Микаэль кратко объяснил, что произошло, и попросил Хенри передать информацию главному редактору «Миллениума».
– О'кей. Что мы должны делать? – спросил Кортес.
– Сегодня ничего. Мне надо поспать. Если ничего непредвиденного не произойдет, я завтра приеду в Стокгольм. «Миллениум» напечатает свою версию в следующем номере, и у нас почти месяц времени.
Он закончил разговор, влез в постель и через тридцать секунд уже спал.
*
Моника Спонгберг, заместитель начальника областного полицейского управления, постучала ручкой по стакану с минеральной водой и попросила тишины. За столом для совещаний в ее кабинете собралось десять человек: три женщины и семь мужчин.
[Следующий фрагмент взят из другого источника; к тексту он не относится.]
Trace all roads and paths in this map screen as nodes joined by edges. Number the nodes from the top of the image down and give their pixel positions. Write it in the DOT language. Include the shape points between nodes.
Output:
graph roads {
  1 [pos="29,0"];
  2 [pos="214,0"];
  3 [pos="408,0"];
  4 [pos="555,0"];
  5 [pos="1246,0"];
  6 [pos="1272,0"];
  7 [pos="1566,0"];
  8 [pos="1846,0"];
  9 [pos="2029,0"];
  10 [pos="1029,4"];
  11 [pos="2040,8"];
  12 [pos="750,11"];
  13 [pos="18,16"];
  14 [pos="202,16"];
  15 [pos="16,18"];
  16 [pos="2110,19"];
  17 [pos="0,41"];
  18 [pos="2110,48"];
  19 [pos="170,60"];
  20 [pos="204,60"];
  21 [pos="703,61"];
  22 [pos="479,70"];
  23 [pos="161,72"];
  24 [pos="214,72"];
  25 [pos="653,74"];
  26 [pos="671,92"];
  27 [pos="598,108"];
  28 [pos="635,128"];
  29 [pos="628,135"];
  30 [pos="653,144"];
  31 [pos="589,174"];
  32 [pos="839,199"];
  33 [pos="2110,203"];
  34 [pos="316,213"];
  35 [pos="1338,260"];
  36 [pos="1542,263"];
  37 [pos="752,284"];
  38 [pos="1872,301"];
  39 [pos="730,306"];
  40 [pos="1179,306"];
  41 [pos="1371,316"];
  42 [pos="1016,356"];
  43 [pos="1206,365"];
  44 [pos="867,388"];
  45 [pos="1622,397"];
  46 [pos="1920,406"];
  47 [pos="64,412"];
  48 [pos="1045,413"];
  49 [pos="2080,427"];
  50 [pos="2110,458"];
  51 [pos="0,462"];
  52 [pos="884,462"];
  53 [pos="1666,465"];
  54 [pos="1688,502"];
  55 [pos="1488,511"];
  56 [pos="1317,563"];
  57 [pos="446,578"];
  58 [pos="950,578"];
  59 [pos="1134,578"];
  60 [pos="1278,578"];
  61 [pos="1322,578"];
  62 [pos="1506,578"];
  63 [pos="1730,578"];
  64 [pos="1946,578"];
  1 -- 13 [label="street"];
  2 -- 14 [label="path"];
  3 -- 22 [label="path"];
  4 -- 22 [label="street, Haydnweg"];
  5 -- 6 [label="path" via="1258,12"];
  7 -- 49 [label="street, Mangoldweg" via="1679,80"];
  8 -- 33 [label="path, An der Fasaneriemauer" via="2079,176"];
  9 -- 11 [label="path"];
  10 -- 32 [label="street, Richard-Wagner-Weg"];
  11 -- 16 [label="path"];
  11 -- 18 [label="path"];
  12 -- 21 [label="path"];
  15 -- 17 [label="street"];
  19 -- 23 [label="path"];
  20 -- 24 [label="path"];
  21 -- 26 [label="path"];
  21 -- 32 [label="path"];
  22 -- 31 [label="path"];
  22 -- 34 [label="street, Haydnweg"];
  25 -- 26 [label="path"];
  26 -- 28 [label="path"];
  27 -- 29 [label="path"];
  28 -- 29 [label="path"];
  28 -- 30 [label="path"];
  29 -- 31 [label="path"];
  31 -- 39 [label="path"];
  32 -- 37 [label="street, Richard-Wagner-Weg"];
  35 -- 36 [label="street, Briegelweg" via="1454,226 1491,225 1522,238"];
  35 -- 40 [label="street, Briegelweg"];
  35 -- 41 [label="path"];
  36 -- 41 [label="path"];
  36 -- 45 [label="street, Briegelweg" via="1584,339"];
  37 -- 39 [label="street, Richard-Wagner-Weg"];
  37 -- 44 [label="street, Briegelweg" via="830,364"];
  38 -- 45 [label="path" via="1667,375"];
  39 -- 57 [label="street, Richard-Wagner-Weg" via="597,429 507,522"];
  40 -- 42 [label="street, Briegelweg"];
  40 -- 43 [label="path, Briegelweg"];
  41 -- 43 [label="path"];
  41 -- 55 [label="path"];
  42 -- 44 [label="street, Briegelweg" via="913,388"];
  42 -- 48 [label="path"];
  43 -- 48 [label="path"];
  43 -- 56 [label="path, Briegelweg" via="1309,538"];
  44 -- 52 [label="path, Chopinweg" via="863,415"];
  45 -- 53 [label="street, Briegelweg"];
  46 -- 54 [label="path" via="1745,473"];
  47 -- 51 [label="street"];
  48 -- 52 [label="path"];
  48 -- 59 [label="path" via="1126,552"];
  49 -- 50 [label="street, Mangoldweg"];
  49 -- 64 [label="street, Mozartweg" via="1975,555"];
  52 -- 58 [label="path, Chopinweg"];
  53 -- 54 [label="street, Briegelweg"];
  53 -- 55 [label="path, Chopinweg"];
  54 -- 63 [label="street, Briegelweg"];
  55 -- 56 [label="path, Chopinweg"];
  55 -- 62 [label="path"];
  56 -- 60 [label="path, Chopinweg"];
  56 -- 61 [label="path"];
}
Здесь присутствовали начальник отдела по борьбе с насильственными преступлениями, его заместитель, три инспектора уголовной полиции, включая Маркуса Эрландера, и пресс‑секретарь полицейского управления Гётеборга. Кроме того, на встречу была вызвана руководитель предварительного следствия Агнета Йервас из прокуратуры, а также инспекторы Соня Мудиг и Йеркер Хольмберг из уголовной полиции Стокгольма. Последних пригласили с целью продемонстрировать коллегам из столицы готовность к сотрудничеству и, возможно, чтобы показать им, как следует проводить полицейское расследование.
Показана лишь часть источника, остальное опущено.